:: ASSIGNMENT ::
Wherever the word "проспект" appears in a line of the records, copy that line.
Segment Open
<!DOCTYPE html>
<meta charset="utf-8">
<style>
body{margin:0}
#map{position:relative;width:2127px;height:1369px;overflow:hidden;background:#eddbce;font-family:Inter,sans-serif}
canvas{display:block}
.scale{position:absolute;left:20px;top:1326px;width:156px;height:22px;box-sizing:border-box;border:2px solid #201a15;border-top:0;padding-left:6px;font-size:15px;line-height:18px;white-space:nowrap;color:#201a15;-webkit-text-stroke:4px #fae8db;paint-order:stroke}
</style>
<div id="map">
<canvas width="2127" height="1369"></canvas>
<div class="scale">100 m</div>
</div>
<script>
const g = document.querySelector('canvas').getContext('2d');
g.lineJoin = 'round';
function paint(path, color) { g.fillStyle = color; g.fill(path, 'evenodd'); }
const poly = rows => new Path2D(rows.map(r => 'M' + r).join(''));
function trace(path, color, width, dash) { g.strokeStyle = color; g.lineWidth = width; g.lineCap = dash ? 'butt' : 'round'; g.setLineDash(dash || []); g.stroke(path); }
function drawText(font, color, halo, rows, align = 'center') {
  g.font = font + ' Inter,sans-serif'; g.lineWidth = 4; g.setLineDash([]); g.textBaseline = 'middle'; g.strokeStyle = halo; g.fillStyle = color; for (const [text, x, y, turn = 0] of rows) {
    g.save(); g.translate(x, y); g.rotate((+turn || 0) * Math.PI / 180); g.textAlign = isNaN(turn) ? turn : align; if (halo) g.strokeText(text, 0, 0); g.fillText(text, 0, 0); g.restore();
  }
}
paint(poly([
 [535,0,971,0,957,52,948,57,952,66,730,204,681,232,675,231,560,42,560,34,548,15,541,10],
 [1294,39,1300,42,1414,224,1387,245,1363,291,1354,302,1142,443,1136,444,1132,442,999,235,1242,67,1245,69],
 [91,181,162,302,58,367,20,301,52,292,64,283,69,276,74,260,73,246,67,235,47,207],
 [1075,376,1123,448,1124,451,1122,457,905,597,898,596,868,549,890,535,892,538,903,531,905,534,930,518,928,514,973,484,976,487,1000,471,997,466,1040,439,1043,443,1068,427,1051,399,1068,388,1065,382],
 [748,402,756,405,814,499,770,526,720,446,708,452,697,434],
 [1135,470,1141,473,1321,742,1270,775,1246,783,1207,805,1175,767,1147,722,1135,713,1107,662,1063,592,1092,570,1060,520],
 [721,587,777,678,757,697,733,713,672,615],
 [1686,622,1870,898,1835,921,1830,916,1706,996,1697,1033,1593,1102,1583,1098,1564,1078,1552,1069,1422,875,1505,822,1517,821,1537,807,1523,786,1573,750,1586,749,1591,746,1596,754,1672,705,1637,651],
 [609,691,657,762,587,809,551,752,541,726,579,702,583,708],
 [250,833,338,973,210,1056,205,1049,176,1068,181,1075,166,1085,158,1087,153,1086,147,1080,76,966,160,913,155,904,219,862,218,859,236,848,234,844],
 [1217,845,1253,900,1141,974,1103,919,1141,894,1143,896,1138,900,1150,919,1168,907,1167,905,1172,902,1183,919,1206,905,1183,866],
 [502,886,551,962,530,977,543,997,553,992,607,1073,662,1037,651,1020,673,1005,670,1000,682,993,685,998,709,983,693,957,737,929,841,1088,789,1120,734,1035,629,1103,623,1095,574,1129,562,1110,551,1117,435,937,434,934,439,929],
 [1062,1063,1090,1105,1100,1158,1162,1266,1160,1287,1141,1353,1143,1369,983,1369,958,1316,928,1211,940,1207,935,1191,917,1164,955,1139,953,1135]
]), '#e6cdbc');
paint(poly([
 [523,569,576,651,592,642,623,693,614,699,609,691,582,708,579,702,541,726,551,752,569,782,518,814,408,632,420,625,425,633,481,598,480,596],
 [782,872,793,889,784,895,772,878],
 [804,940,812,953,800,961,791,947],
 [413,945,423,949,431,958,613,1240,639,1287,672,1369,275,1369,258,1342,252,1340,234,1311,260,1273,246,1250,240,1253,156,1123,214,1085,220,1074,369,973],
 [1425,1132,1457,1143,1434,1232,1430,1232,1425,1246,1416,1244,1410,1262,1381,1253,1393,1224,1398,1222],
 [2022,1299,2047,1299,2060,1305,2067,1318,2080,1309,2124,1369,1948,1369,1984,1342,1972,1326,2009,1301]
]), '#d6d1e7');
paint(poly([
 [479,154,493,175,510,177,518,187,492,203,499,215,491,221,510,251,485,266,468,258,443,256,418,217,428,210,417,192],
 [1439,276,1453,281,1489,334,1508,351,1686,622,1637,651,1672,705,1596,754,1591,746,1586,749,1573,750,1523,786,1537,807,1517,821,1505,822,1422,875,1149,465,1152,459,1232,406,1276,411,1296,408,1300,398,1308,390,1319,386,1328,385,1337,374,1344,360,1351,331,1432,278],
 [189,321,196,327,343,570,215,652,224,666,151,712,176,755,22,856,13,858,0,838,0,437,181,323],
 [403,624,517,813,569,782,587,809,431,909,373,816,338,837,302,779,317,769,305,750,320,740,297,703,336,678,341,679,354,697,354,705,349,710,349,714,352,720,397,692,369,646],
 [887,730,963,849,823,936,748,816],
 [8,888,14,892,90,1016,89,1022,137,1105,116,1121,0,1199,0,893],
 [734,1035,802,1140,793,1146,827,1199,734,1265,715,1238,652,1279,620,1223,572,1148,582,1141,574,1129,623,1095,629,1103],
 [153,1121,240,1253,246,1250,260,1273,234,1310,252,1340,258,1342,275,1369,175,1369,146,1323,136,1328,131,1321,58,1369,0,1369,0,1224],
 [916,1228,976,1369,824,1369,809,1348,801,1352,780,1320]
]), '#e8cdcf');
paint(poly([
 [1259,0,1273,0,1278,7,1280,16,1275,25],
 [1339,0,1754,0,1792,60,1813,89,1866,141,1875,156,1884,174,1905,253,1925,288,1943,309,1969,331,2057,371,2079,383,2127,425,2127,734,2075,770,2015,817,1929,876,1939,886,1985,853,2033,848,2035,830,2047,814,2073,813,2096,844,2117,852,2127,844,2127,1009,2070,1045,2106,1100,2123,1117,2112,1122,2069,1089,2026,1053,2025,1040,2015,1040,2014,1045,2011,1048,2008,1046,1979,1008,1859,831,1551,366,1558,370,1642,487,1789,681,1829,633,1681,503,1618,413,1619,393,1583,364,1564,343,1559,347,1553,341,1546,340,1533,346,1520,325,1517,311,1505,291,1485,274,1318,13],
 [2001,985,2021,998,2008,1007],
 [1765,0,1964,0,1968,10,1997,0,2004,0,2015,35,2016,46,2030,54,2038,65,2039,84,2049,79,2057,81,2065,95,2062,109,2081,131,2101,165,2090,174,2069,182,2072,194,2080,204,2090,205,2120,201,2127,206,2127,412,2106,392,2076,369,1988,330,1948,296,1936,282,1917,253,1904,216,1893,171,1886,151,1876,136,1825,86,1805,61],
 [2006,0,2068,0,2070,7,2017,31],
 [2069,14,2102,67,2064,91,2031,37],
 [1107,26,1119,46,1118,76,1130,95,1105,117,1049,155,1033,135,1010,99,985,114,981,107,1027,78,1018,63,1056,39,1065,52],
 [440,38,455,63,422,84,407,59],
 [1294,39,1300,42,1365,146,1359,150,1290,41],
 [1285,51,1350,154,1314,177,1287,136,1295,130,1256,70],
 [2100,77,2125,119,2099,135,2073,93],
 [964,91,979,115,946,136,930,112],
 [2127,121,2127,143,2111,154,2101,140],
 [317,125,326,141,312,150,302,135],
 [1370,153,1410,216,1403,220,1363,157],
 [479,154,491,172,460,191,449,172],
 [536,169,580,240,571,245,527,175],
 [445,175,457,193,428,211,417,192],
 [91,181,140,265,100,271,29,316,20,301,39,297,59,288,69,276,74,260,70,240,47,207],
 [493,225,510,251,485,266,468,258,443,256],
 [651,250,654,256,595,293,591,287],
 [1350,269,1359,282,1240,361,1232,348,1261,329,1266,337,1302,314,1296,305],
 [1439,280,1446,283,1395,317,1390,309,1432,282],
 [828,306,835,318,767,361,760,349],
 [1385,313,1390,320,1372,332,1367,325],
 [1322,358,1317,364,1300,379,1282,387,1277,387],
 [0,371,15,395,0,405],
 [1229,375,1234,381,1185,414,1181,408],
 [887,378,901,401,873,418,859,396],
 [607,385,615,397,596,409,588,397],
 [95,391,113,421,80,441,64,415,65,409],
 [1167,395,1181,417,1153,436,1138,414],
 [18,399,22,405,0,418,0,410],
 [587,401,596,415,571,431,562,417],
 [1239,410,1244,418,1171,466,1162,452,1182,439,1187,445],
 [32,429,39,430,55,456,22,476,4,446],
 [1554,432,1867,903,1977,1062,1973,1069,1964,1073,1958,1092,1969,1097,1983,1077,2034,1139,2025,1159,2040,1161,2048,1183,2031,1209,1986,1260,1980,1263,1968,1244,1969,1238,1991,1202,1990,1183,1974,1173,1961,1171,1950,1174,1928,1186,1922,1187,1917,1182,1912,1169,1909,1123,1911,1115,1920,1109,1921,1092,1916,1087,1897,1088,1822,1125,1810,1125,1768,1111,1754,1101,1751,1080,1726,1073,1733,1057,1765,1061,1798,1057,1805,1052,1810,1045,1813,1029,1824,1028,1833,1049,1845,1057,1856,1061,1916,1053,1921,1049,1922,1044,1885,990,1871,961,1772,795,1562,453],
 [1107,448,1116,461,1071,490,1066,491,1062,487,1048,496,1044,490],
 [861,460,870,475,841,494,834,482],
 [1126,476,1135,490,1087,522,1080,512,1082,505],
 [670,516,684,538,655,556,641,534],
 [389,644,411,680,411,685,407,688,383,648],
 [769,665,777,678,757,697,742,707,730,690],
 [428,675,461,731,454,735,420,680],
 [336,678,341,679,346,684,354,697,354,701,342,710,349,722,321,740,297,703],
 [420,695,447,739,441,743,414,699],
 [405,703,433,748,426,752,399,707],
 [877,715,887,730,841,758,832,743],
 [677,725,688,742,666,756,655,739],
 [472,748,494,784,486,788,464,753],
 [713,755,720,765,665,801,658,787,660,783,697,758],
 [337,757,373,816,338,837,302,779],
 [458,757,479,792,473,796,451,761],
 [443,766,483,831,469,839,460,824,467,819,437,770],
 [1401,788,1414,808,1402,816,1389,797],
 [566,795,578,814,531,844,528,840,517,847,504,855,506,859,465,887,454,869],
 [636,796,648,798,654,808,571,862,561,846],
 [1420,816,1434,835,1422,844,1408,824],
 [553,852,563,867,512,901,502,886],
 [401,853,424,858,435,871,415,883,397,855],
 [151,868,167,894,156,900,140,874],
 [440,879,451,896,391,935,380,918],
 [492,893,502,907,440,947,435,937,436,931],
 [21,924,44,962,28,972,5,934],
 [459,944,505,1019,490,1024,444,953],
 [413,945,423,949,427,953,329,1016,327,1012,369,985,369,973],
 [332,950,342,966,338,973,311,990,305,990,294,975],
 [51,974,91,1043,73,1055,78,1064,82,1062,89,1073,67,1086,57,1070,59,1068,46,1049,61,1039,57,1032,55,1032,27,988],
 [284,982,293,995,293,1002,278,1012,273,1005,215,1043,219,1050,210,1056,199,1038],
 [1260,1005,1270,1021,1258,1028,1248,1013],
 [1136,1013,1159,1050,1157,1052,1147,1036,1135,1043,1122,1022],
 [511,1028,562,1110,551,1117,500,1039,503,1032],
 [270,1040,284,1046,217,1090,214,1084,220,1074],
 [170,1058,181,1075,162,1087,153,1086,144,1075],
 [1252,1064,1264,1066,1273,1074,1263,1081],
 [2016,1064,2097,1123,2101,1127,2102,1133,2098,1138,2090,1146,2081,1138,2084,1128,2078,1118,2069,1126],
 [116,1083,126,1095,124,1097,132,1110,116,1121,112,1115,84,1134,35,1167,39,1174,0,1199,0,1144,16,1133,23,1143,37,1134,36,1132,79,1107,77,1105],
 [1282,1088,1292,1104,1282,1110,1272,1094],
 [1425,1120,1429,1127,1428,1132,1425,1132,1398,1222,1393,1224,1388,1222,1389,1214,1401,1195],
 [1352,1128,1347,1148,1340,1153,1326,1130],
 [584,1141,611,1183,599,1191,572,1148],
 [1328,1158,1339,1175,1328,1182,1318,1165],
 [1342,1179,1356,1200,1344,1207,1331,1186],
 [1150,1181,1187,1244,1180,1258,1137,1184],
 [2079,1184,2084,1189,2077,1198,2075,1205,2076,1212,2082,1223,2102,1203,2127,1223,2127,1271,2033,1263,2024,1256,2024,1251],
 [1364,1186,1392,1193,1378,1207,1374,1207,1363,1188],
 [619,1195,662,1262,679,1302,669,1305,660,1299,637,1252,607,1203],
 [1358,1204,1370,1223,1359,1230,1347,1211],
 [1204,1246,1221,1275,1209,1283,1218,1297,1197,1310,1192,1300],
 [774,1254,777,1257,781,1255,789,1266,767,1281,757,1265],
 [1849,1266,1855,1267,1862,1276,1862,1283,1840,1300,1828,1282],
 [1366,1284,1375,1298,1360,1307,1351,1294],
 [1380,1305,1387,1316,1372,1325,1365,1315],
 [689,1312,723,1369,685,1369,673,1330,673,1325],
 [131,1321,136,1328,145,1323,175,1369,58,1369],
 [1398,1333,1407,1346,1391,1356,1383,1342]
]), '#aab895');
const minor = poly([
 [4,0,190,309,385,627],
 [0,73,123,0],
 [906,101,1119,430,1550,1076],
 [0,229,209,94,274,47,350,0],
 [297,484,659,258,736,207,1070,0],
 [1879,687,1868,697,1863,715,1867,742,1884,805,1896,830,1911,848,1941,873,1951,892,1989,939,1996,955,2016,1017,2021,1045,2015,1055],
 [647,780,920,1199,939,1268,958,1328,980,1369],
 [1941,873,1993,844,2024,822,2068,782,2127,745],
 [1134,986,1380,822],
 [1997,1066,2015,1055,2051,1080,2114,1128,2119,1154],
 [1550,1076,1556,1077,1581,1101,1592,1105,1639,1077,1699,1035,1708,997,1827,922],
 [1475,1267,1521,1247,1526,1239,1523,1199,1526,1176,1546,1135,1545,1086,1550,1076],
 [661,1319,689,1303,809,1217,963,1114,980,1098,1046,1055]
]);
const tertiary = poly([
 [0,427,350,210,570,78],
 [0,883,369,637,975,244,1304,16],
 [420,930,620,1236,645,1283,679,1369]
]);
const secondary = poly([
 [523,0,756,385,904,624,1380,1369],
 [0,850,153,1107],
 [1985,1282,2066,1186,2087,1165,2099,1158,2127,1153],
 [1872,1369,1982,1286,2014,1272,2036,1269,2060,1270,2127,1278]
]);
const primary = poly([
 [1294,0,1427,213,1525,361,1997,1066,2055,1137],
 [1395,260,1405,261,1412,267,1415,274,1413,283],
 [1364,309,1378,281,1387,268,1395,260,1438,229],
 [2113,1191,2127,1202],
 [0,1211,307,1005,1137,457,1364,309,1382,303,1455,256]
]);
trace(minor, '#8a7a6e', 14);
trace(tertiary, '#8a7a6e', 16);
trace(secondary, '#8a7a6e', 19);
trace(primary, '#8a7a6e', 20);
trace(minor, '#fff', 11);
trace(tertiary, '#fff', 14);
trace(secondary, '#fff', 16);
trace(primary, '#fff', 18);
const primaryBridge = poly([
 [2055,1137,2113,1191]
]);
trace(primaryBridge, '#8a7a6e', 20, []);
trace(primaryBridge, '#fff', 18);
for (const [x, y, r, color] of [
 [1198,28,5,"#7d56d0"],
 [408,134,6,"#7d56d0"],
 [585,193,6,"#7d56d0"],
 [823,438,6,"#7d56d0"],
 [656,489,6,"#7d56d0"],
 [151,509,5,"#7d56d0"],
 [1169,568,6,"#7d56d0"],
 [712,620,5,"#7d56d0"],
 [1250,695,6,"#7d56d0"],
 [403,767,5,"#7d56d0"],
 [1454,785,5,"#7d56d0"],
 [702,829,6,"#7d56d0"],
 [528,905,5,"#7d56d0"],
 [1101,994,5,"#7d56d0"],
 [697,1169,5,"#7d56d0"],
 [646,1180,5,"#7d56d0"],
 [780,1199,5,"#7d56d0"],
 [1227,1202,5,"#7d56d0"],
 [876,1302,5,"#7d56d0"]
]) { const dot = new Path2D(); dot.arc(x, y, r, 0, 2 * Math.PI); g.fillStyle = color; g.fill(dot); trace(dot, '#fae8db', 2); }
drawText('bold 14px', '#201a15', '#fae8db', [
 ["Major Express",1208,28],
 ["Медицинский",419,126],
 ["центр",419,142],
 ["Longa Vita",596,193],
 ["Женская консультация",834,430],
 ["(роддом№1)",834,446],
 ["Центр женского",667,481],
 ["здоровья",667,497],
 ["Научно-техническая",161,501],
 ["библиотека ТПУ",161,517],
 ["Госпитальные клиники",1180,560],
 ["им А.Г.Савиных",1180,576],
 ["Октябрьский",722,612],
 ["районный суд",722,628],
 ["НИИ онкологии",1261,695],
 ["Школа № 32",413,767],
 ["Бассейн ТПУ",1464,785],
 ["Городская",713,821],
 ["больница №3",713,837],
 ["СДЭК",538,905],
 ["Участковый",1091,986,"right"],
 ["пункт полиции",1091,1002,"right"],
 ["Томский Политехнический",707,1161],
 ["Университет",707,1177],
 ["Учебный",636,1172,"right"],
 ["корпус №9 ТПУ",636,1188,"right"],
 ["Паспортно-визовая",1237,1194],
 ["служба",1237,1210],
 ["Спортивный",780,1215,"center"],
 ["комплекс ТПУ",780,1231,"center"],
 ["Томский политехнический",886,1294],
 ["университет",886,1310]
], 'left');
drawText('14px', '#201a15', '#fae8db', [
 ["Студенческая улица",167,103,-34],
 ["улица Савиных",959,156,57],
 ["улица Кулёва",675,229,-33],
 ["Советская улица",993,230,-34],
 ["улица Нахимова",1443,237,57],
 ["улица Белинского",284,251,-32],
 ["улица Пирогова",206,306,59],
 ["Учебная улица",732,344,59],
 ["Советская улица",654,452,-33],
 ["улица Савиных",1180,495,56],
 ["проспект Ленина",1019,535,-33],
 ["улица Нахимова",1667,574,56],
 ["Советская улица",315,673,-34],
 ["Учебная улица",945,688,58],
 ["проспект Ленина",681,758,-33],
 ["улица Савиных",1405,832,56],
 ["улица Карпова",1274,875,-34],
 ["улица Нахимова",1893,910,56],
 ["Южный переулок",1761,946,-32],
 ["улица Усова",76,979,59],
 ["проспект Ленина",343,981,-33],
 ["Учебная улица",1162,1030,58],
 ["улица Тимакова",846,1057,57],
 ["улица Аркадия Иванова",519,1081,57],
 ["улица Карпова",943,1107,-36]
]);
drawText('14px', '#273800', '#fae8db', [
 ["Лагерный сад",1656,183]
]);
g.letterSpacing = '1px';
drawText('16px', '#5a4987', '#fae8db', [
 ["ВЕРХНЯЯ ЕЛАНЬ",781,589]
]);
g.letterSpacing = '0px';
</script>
Segment Closed
:: ANSWER FOR THE TASK ::
 ["проспект Ленина",1019,535,-33],
 ["проспект Ленина",681,758,-33],
 ["проспект Ленина",343,981,-33],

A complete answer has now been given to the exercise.